● REQUIRED ACTION: Could you please retype exactly the lines from the start of the records below through the line that contains "Digitize the connectivity", both included, and leave out the pictures?
(PROVIDED RECORDS)
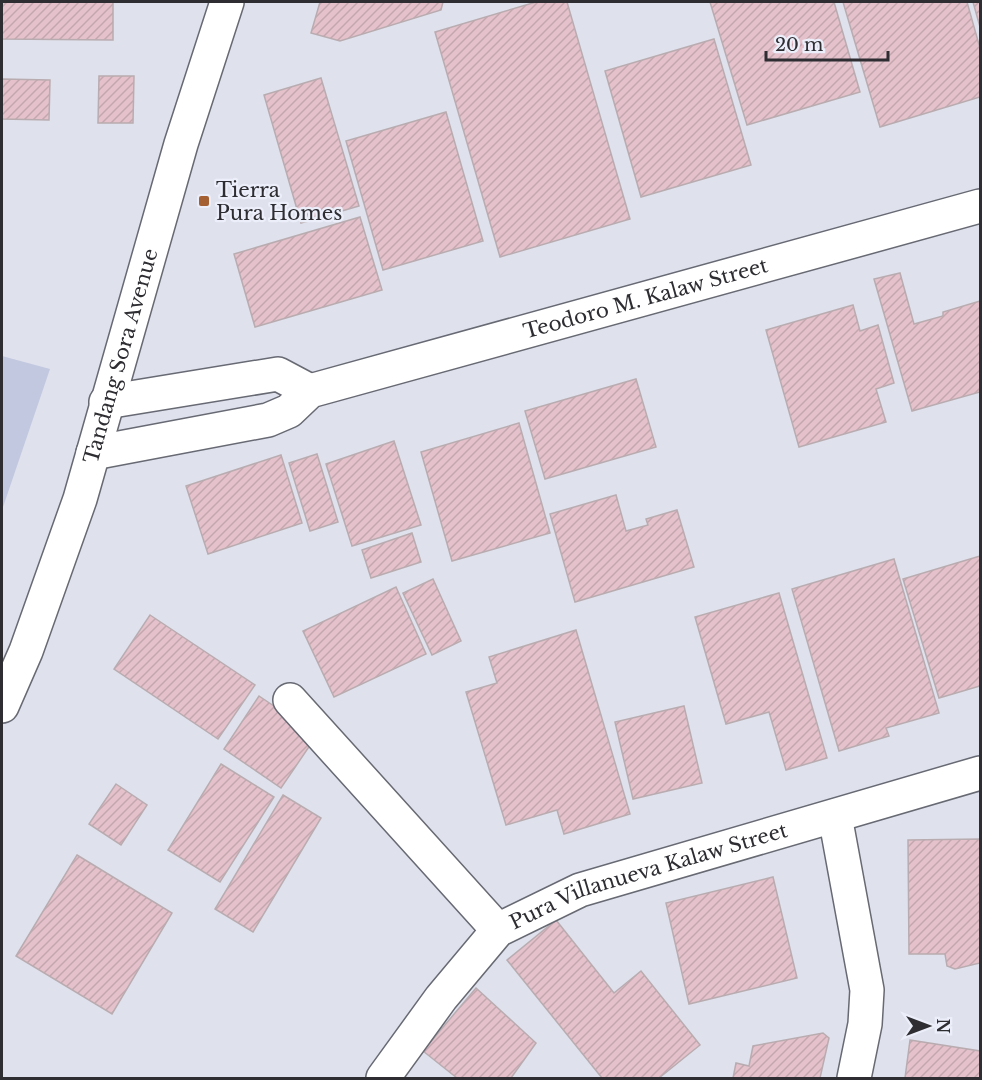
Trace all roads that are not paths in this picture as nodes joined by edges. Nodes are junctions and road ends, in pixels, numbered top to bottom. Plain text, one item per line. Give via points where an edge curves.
1 (226, 2) edge
2 (981, 206) edge
3 (310, 391) junction
4 (106, 402) junction
5 (93, 453) junction
6 (290, 700) dead end
7 (2, 706) edge
8 (981, 773) edge
9 (835, 816) junction
10 (498, 930) junction
11 (383, 1078) edge
12 (854, 1078) edge

1 - 4 street, Tandang Sora Avenue
2 - 3 street, Teodoro M. Kalaw Street
3 - 4 street via 278,374
3 - 5 street, Teodoro M. Kalaw Street via 289,411 268,420
4 - 5 street, Tandang Sora Avenue
5 - 7 street, Tandang Sora Avenue via 81,500
6 - 10 street
8 - 9 street, Pura Villanueva Kalaw Street
9 - 10 street, Pura Villanueva Kalaw Street via 580,890
9 - 12 street via 867,990
10 - 11 street, Pura Villanueva Kalaw Street via 441,998

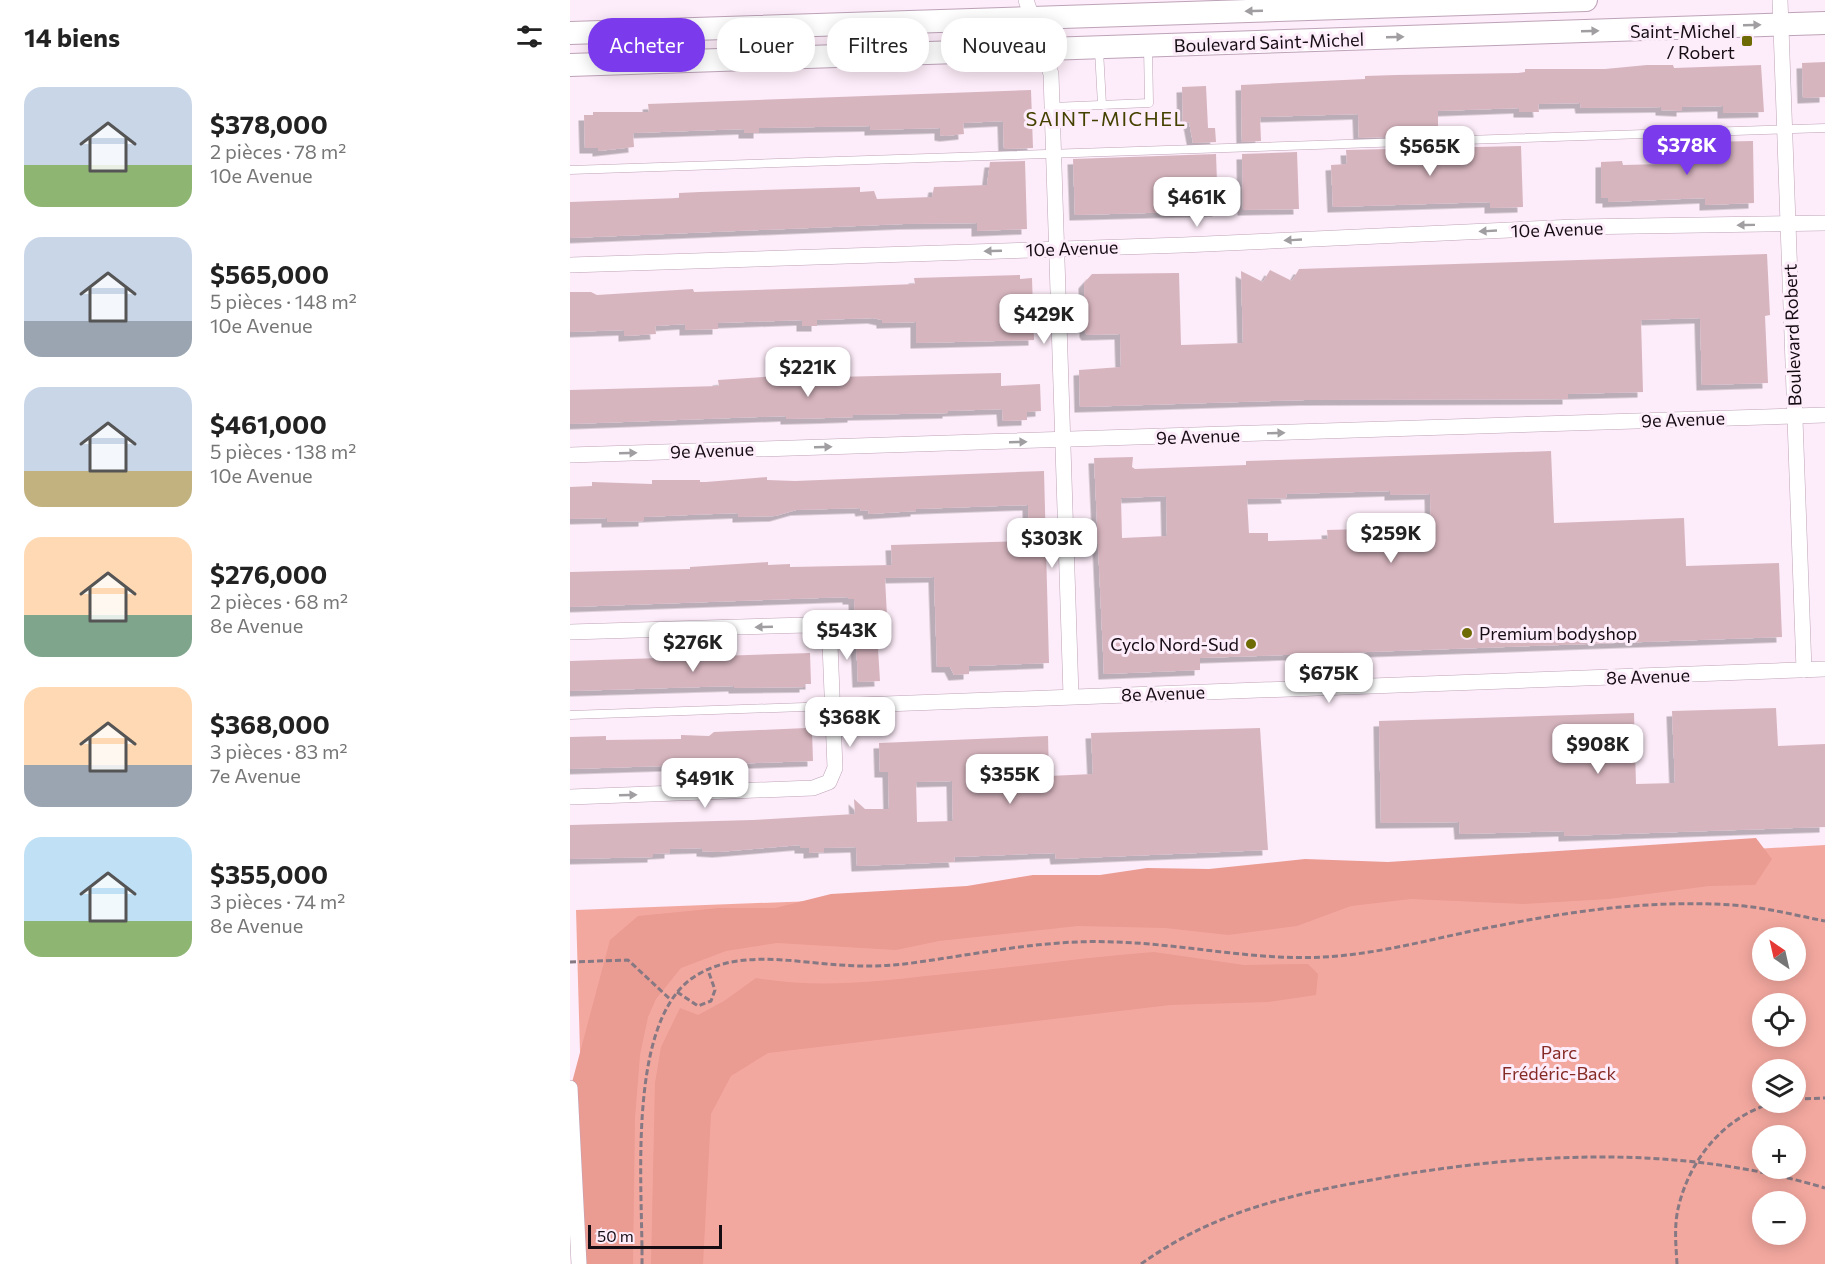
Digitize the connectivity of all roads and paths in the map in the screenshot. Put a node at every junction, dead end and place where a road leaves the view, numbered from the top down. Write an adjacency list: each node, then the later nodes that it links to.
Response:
1 (1586, 0): 3 (main road, Boulevard Saint-Michel, one-way to 3)
2 (1780, 0): 5 (street, Boulevard Robert)
3 (1029, 9): 6 (main road, Boulevard Saint-Michel)
4 (1825, 23): 5 (main road, Boulevard Saint-Michel)
5 (1781, 24): 7 (main road, Boulevard Saint-Michel, one-way to 5); 16 (street, Boulevard Robert)
6 (570, 33)
7 (1148, 46): 8 (main road, Boulevard Saint-Michel); 13 (lane)
8 (1099, 47): 9 (main road, Boulevard Saint-Michel); 13 (lane)
9 (1067, 48)
10 (941, 52): 11 (main road, Boulevard Saint-Michel)
11 (570, 65)
12 (1050, 72): 14 (street)
13 (1101, 105): 14 (lane)
14 (1052, 107): 17 (street)
15 (1825, 128): 16 (lane)
16 (1786, 129): 17 (lane); 20 (street, Boulevard Robert)
17 (1054, 154): 18 (lane); 21 (street)
18 (570, 170)
19 (1825, 223): 20 (street, 10e Avenue)
20 (1788, 224): 21 (street, 10e Avenue, one-way to 21); 24 (street, Boulevard Robert)
21 (1058, 249): 22 (street, 10e Avenue, one-way to 22); 25 (street)
22 (570, 265)
23 (1825, 415): 24 (street, 9e Avenue)
24 (1794, 416): 25 (street, 9e Avenue, one-way to 24); 29 (street, Boulevard Robert)
25 (1063, 440): 26 (street, 9e Avenue, one-way to 25); 30 (street)
26 (570, 455)
27 (570, 632): 31 (street, one-way to 27)
28 (1825, 669): 29 (street, 8e Avenue)
29 (1804, 670): 30 (street, 8e Avenue)
30 (1071, 696): 31 (street, 8e Avenue)
31 (832, 706): 32 (lane); 33 (street, one-way to 31)
32 (570, 715)
33 (570, 797)
34 (1825, 921): 36 (path)
35 (570, 963): 38 (path)
36 (708, 970): 37 (path); 37 (path)
37 (677, 992): 38 (path)
38 (671, 1000): 47 (path)
39 (570, 1088): 43 (street)
40 (1825, 1098): 41 (path)
41 (1806, 1099)
42 (1752, 1111): 44 (path)
43 (571, 1112): 46 (street)
44 (1696, 1162): 45 (path); 48 (path); 49 (path)
45 (1825, 1188)
46 (579, 1264)
47 (642, 1264)
48 (1141, 1264)
49 (1677, 1264)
(End PROVIDED RECORDS)
● RESULT OF THIS EXERCISE:
Trace all roads that are not paths in this picture as nodes joined by edges. Nodes are junctions and road ends, in pixels, numbered top to bottom. Plain text, one item per line. Give via points where an edge curves.
1 (226, 2) edge
2 (981, 206) edge
3 (310, 391) junction
4 (106, 402) junction
5 (93, 453) junction
6 (290, 700) dead end
7 (2, 706) edge
8 (981, 773) edge
9 (835, 816) junction
10 (498, 930) junction
11 (383, 1078) edge
12 (854, 1078) edge

1 - 4 street, Tandang Sora Avenue
2 - 3 street, Teodoro M. Kalaw Street
3 - 4 street via 278,374
3 - 5 street, Teodoro M. Kalaw Street via 289,411 268,420
4 - 5 street, Tandang Sora Avenue
5 - 7 street, Tandang Sora Avenue via 81,500
6 - 10 street
8 - 9 street, Pura Villanueva Kalaw Street
9 - 10 street, Pura Villanueva Kalaw Street via 580,890
9 - 12 street via 867,990
10 - 11 street, Pura Villanueva Kalaw Street via 441,998

Digitize the connectivity of all roads and paths in the map in the screenshot. Put a node at every junction, dead end and place where a road leaves the view, numbered from the top down. Write an adjacency list: each node, then the later nodes that it links to.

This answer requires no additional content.